Radiation is expected to continue spewing for months from Japan's Fukushima Daiichi nuclear power plant that suffered a meltdown following an earthquake and tsunami in March, but despite grim reports from Japan, the US Environmental Protection Agency (EPA) has quietly stopped running extra tests for radioactive material in America's milk, rain and drinking water.
The EPA initially ramped up nationwide testing in the weeks following the disaster in Japan, and radioactive materials like cesium and iodine-131 were detected on US soil. Citing declining levels of radiation, the EPA has abandoned the extra tests, even as reports from Japan indicate that the Fukushima plant continues to emit radiation and the disaster is one of the worst in world history.
The EPA posted a statement online saying it would return to routine testing on May 3, but the agency did not send out a press release. The media widely ignored the change, even as Japanese officials admitted just weeks later that they were battling a full nuclear meltdown.
In March and April, samples of milk, rain and drinking water from across the country tested positive for radiation from the Fukushima plant. The radiation fell in rain across the US and was absorbed by plants and dairy cows.
The EPA insisted that the radiation levels were too low to cause public health concern, but Truthout identified gaps in the agency's data and nuclear critics said the EPA has failed to acknowledge that even small amounts of radiation could be dangerous.
Now the EPA has returned to routine testing of milk and drinking water once every three months and testing rainwater once a month. The EPA continuously monitors background radiation with more than 100 air filter monitors, but nuclear critics say more testing should be done.
"The Fukushima disaster is unlike any nuclear accident we have ever had," said Dan Hirsch of the nuclear watchdog group Committee to Bridge the Gap. "We haven't had anything that has gone on for a year, and that is what the Japanese authorities are predicting - if they're lucky. It might even take longer. The fuel has melted through, there are breaches at the containment structures, and there are constant radioactive releases."
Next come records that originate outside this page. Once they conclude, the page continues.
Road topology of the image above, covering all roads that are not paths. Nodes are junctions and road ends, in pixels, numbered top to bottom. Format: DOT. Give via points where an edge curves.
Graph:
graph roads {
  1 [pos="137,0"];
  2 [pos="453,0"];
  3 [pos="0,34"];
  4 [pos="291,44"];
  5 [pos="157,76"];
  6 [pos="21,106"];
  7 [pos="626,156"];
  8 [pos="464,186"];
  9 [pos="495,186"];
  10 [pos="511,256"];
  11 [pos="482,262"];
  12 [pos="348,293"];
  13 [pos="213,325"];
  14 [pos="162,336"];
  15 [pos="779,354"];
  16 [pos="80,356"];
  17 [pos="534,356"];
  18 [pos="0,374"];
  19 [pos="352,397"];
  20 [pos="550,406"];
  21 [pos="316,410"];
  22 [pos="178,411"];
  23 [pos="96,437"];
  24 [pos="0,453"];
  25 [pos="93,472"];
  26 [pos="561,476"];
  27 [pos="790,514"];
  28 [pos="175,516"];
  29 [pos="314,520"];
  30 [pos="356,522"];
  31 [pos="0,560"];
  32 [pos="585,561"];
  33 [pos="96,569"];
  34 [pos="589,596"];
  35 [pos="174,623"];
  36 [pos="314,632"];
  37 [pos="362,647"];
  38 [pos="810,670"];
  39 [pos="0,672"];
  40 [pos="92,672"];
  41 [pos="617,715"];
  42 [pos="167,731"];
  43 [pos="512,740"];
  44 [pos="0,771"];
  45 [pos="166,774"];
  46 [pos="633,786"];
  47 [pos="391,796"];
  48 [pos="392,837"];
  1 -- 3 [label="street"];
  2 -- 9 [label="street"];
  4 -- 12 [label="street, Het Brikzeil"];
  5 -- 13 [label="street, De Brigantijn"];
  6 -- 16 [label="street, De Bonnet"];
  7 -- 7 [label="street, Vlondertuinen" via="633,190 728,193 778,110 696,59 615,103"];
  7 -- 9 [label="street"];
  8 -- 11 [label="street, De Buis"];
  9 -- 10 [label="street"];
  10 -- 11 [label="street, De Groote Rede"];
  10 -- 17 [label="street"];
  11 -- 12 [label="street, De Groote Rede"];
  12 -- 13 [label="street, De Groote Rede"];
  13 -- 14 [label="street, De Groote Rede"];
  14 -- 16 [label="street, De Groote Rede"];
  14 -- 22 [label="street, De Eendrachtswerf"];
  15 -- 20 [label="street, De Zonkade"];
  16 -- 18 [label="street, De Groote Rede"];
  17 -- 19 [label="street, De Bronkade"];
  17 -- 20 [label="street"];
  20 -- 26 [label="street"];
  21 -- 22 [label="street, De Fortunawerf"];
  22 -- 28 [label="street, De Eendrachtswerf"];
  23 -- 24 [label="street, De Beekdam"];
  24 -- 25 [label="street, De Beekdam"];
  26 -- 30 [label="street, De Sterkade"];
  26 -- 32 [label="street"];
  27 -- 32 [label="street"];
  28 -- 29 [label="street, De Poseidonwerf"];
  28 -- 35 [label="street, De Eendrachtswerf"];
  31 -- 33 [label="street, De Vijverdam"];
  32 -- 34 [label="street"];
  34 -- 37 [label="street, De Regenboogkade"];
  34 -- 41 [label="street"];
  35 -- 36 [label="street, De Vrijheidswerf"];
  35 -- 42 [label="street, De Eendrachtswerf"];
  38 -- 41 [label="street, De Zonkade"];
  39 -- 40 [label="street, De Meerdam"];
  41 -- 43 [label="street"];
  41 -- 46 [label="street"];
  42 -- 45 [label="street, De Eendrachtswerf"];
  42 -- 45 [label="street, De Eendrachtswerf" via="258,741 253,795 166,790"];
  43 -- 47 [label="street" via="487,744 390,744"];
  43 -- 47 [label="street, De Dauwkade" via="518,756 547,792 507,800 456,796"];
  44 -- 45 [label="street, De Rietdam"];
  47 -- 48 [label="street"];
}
Radiation levels in the US have declined, according to the EPA, but the agency has not released data on samples taken after April 30, making the results nearly two months old, according to data sets made public by the agency.
The EPA typically releases test results two to four weeks after a sample is taken, and the EPA has not released new data on milk since May 24. On June 1, the EPA reported that the radionuclide cesium-137 was detected in one sample of drinking water, and two weeks later the same round of samples were clear of radiation.
"The easiest way to not have any concern over data is to have no data at all," said Hirsch, who is critical of the cozy relationship between the US government and the domestic nuclear industry. "I think the system is there to say they have a system, but not to report any data that would undermine public support for nuclear power."
The EPA says it's prepared to accelerate its testing if necessary, but so far, its air monitoring system shows no cause for concern.
Hirsch wants the EPA to broaden its efforts and test food and agricultural products for any bioaccumulation of radioactive material in plants, animals and livestock. Hirsch also said that the EPA did little testing for strontium 90, a dangerous radionuclide with a 20-year half-life and the ability to mimic calcium and accumulate in bones.
The EPA claims that the levels of radiation it did detect in recent months were not high enough to raise public health concerns. But how high do radiation levels have to be before the government takes action?
For food products like milk, the EPA relies on Derived Intervention Levels (DIL) set by the Food and Drug Administration (FDA). DILs provide agencies with guidelines - not mandates - as to when the government should take action to keep food contaminated by radioactive material out of the hands of consumers.
A DIL "does not define a safe or unsafe level of exposure, but instead a level at which protective measures would be recommended to ensure that no one receives a significant dose," according to the FDA web site. The DIL for iodine-131, one of the radioactive materials released from Japan, in food products like milk is set at 170 becquerels per kilogram. That number is 1,500 times higher than another government standard, the Maximum Containment Level for iodine-131 in drinking water, which is set by the Safe Drinking Water Act.
"[DILs are] a guidance as to when an emergency action should taken to intervene, but these are in no way to be considered safe levels," Hirsch said.
Hirsch said that DILs are "very inflated" and meant for emergency situations like the detonation of a dirty bomb or a nuclear meltdown. DILs help officials with "triage" during an emergency, but according to the EPA, the only emergency is thousands of miles away in Japan.